● **Exercise prompt**
Go through the data and copy each line where the string "nodes" appears.

● **Records**
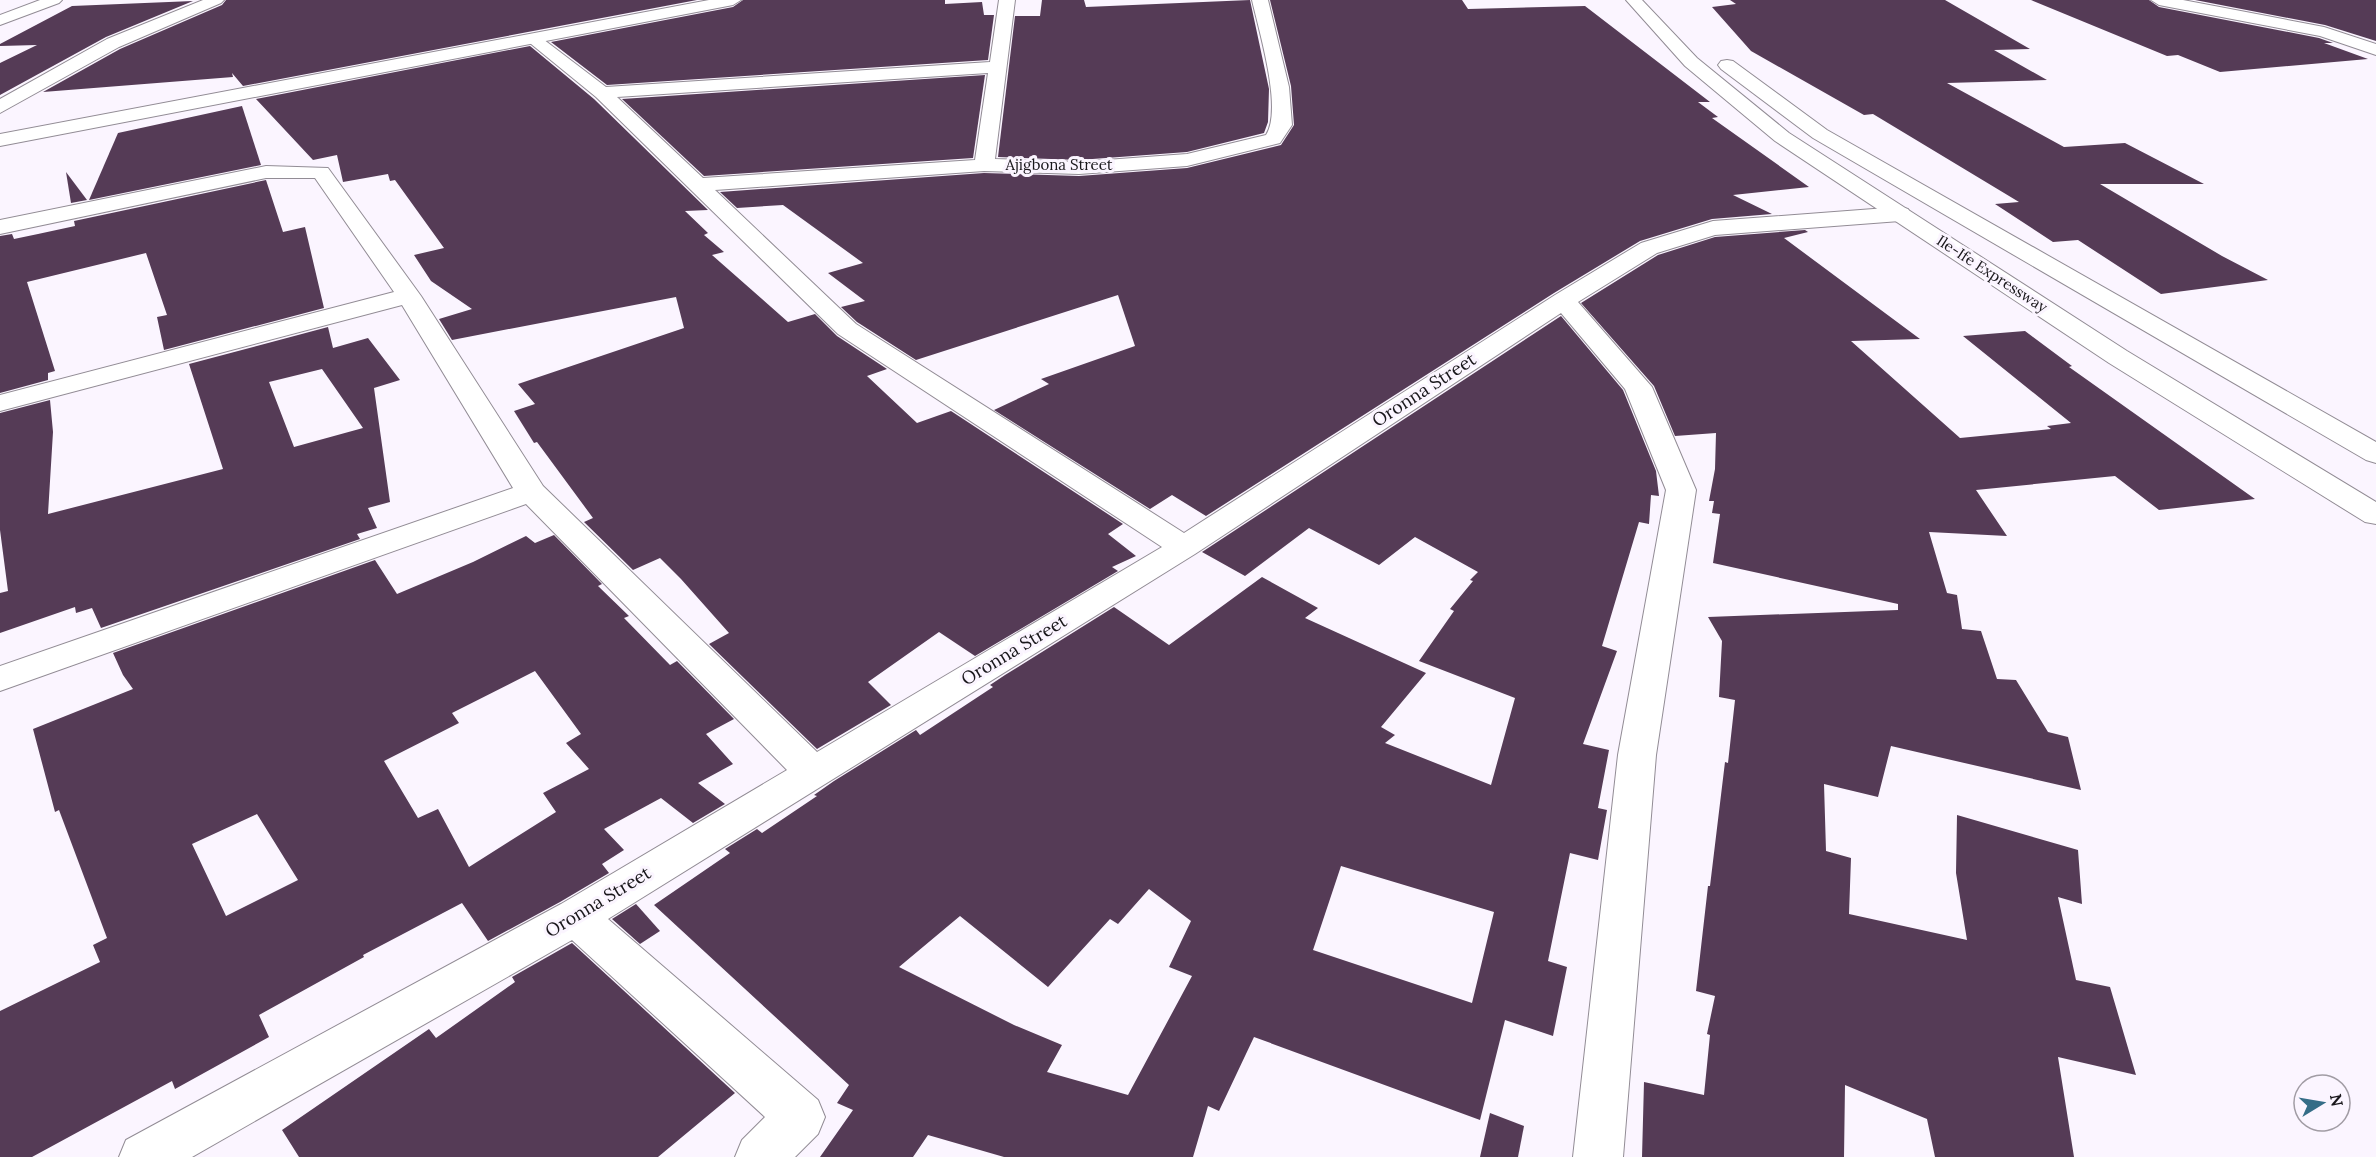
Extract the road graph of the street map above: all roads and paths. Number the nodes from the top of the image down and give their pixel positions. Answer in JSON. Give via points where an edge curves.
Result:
{"nodes":[{"id":1,"x":54,"y":0,"type":"edge"},
{"id":2,"x":216,"y":0,"type":"edge"},
{"id":3,"x":733,"y":0,"type":"edge"},
{"id":4,"x":1006,"y":0,"type":"edge"},
{"id":5,"x":1260,"y":0,"type":"edge"},
{"id":6,"x":1634,"y":0,"type":"edge"},
{"id":7,"x":1660,"y":0,"type":"edge"},
{"id":8,"x":2159,"y":0,"type":"edge"},
{"id":9,"x":0,"y":20,"type":"edge"},
{"id":10,"x":1690,"y":29,"type":"dead end"},
{"id":11,"x":533,"y":39,"type":"junction"},
{"id":12,"x":2376,"y":50,"type":"edge"},
{"id":13,"x":1714,"y":53,"type":"dead end"},
{"id":14,"x":999,"y":67,"type":"junction"},
{"id":15,"x":602,"y":93,"type":"junction"},
{"id":16,"x":0,"y":107,"type":"edge"},
{"id":17,"x":0,"y":140,"type":"edge"},
{"id":18,"x":984,"y":165,"type":"junction"},
{"id":19,"x":699,"y":185,"type":"junction"},
{"id":20,"x":1900,"y":214,"type":"junction"},
{"id":21,"x":0,"y":227,"type":"edge"},
{"id":22,"x":409,"y":296,"type":"junction"},
{"id":23,"x":1564,"y":300,"type":"junction"},
{"id":24,"x":0,"y":403,"type":"edge"},
{"id":25,"x":2376,"y":454,"type":"edge"},
{"id":26,"x":531,"y":492,"type":"junction"},
{"id":27,"x":2376,"y":515,"type":"edge"},
{"id":28,"x":1184,"y":547,"type":"junction"},
{"id":29,"x":0,"y":679,"type":"edge"},
{"id":30,"x":812,"y":771,"type":"junction"},
{"id":31,"x":576,"y":917,"type":"junction"},
{"id":32,"x":144,"y":1157,"type":"edge"},
{"id":33,"x":760,"y":1157,"type":"edge"},
{"id":34,"x":1598,"y":1157,"type":"edge"}],
"edges":[{"from":1,"to":9,"type":"street"},
{"from":2,"to":16,"type":"street","via":[[113,43]]},
{"from":3,"to":11,"type":"street"},
{"from":4,"to":14,"type":"street"},
{"from":5,"to":18,"type":"street","name":"Ajigbona Street","via":[[1280,87],[1282,124],[1273,139],[1187,160],[1079,168]]},
{"from":6,"to":20,"type":"street","name":"Ile-Ife Expressway","via":[[1691,62],[1782,137]]},
{"from":7,"to":10,"type":"street"},
{"from":8,"to":12,"type":"street","via":[[2324,32]]},
{"from":11,"to":15,"type":"street"},
{"from":11,"to":17,"type":"street"},
{"from":13,"to":25,"type":"street","name":"Ile-Ife Expressway","via":[[1820,134]]},
{"from":14,"to":15,"type":"street"},
{"from":14,"to":18,"type":"street"},
{"from":15,"to":19,"type":"street"},
{"from":18,"to":19,"type":"street","name":"Ajigbona Street"},
{"from":19,"to":28,"type":"street","via":[[847,328]]},
{"from":20,"to":23,"type":"street","name":"Oronna Street","via":[[1713,228],[1649,248]]},
{"from":20,"to":27,"type":"street","name":"Ile-Ife Expressway","via":[[2118,357]]},
{"from":21,"to":22,"type":"street","via":[[266,172],[321,172]]},
{"from":22,"to":24,"type":"street"},
{"from":22,"to":26,"type":"street"},
{"from":23,"to":28,"type":"street","name":"Oronna Street"},
{"from":23,"to":34,"type":"street","via":[[1638,387],[1681,490],[1637,755]]},
{"from":26,"to":29,"type":"street"},
{"from":26,"to":30,"type":"street"},
{"from":28,"to":30,"type":"street","name":"Oronna Street"},
{"from":30,"to":31,"type":"street","name":"Oronna Street"},
{"from":31,"to":32,"type":"street","name":"Oronna Street"},
{"from":31,"to":33,"type":"street","via":[[800,1117]]}]}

● **Task result**
Extract the road graph of the street map above: all roads and paths. Number the nodes from the top of the image down and give their pixel positions. Answer in JSON. Give via points where an edge curves.
{"nodes":[{"id":1,"x":54,"y":0,"type":"edge"},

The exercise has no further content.